I’ve been trying to cheer myself up by listening to – and transferring to digital using my USB turntable – some lovely old jazz records that I haven’t heard for ages. Not all of them came out well, but fortunately one of my all-time favourite records is actually on youtube anyway so I thought I’d put it up.
This is My Sweet Lovin’ Man recorded by King Oliver’s Creole Jazz Band on June 22nd 1923, in Chicago. It is a purely mechanical recording, meaning that the musicians stood shoulder-to-shoulder blowing into a horn causing a needle to cut the record directly onto a disk; copies would be pressed using this master which could be played back for the listener by a gramophone, usually amplified by another horn. Obviously the technology was very limited, but it’s good enough to reveal the superb musicianship involved in creating this wonderful piece of music.
I love jazz from all eras of its history, but there can’t have been many finer collections of musicians than this. It’s led by King Oliver, who plays cornet, with the young Louis Armstrong also playing cornet alongside him. Honoré Dutrey is the trombonist and the unmistakeable clarinet sound is supplied by the great Johnny Dodds. By the way, why is Johnny Dodds’ wikipedia article so brief? He was a colossal figure in the history of jazz! I must do something about that if nobody else does…

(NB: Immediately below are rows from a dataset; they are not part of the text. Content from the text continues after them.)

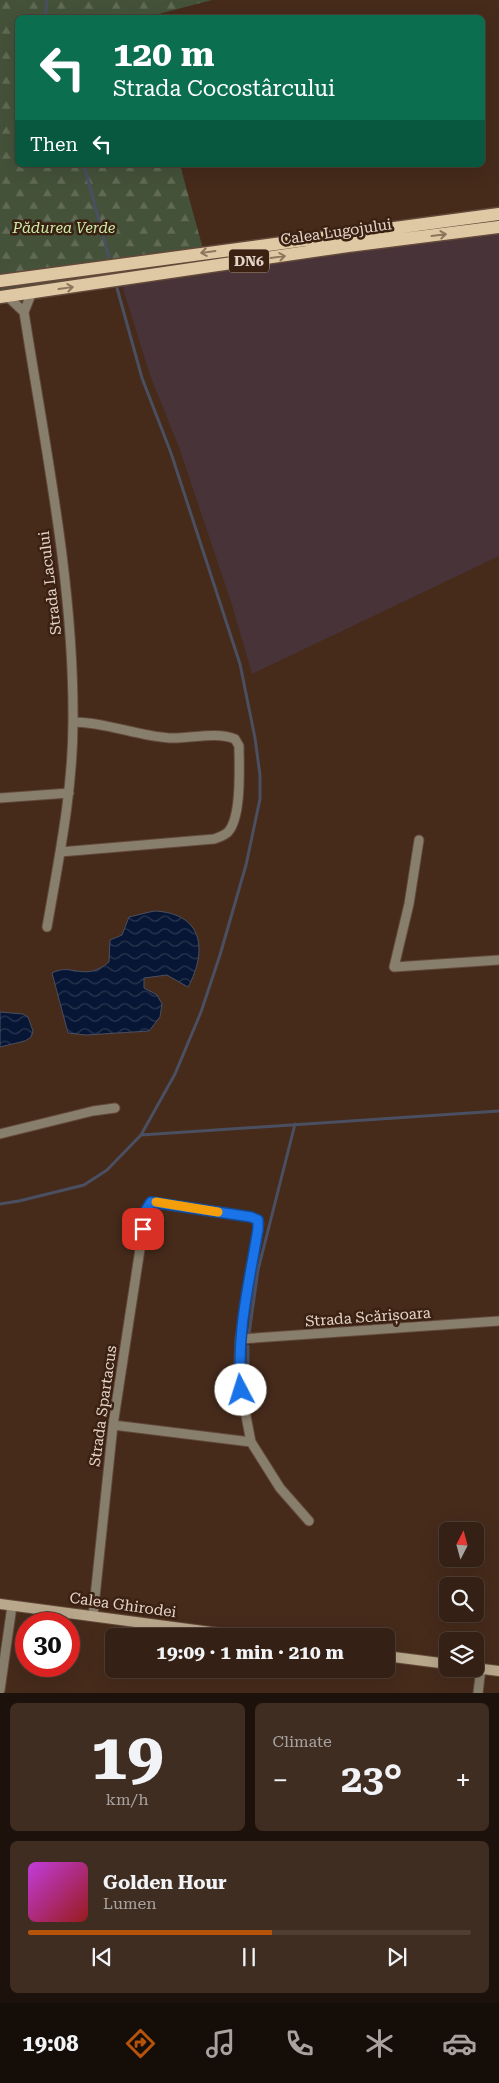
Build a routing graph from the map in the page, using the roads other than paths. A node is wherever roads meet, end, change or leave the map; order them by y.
1 (499, 214) edge
2 (499, 227) edge
3 (0, 281) edge
4 (32, 292) junction
5 (4, 296) edge
6 (24, 312) junction
7 (73, 722) junction
8 (69, 793) junction
9 (0, 798) edge
10 (419, 840) dead end
11 (60, 852) junction
12 (47, 927) dead end
13 (499, 960) edge
14 (115, 1108) dead end
15 (0, 1134) edge
16 (499, 1321) edge
17 (240, 1339) junction
18 (113, 1425) junction
19 (251, 1442) junction
20 (309, 1522) dead end
21 (0, 1604) edge
22 (12, 1606) junction
23 (93, 1616) junction
24 (182, 1628) edge
25 (395, 1657) edge
26 (439, 1663) edge
27 (484, 1669) edge
28 (499, 1671) edge
29 (478, 1677) edge
30 (0, 1690) edge
31 (478, 1693) edge

1 -> 3 main road, Calea Lugojului / DN6
4 -> 2 main road, Calea Lugojului / DN6
4 - 5 main road, Calea Lugojului / DN6
4 - 6 street
5 - 6 street
6 - 7 street, Strada Lacului
7 - 8 street, Strada Lacului
7 - 11 street
8 - 9 street
8 - 11 street, Strada Lacului
10 - 13 street
11 - 12 street, Strada Lacului
14 - 15 street
16 - 17 street, Strada Scărișoara
17 - 18 street, Strada Spartacus
17 - 19 street
18 - 19 street
18 - 23 street, Strada Spartacus
19 - 20 street
21 - 22 street, Calea Ghirodei
22 - 23 street, Calea Ghirodei
22 - 30 street
23 - 24 street, Calea Ghirodei
25 - 26 street
27 - 28 street
29 - 31 street

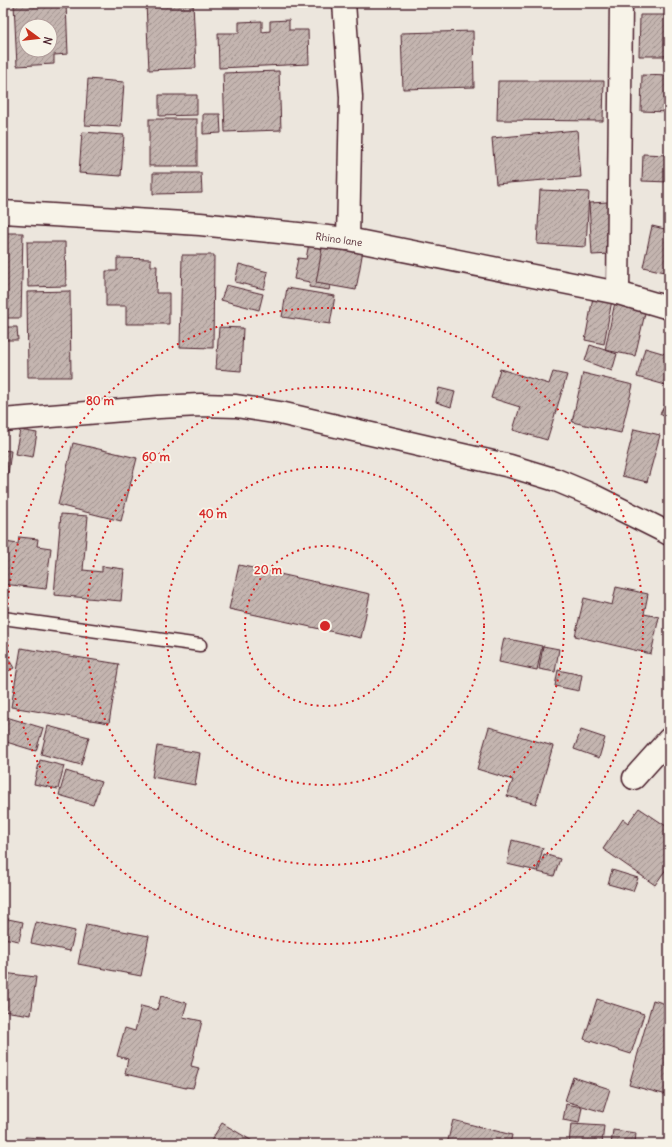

The piece was co-written by Lil Hardin, whose lovely piano playing is unusually well recorded on this track; pianos generally proved very difficult to record with the technology available in 1923. Lil Hardin, incidentally, became Lil Armstrong when she married Louis Armstrong in February 1924. The rhythm men are Bud Scott on banjo and Warren “Baby” Dodds (Johnny’s brother) on drums, who provide an insistent yet fluid pulse underneath the rest of the band.
King Oliver’s band never used written arrangements; the musicians worked out the ensemble segments together and then played them from memory. When Louis Armstrong joined the band, King Oliver at first led on cornet, with Armstrong providing decorative embellishments, but later on the two cornettists developed such an understanding that they were able to swap leads almost telepathically. Their playing together on this track is sublime. The improvised counterpoint provided by Johnny Dodds and Honoré Dutrey is also breathtakingly beautiful. Although it was recorded in Chicago, this is the classic form of New Orleans polyphony sustained throughout at the very highest level.
I think this is one of the greatest jazz records of all time, but it also reminds me that there was a move some time ago to refer to jazz as black classical music. It never caught on, but in this case the term seems to me to be perfectly apt. Anyway, I hope you enjoy it as much as I do.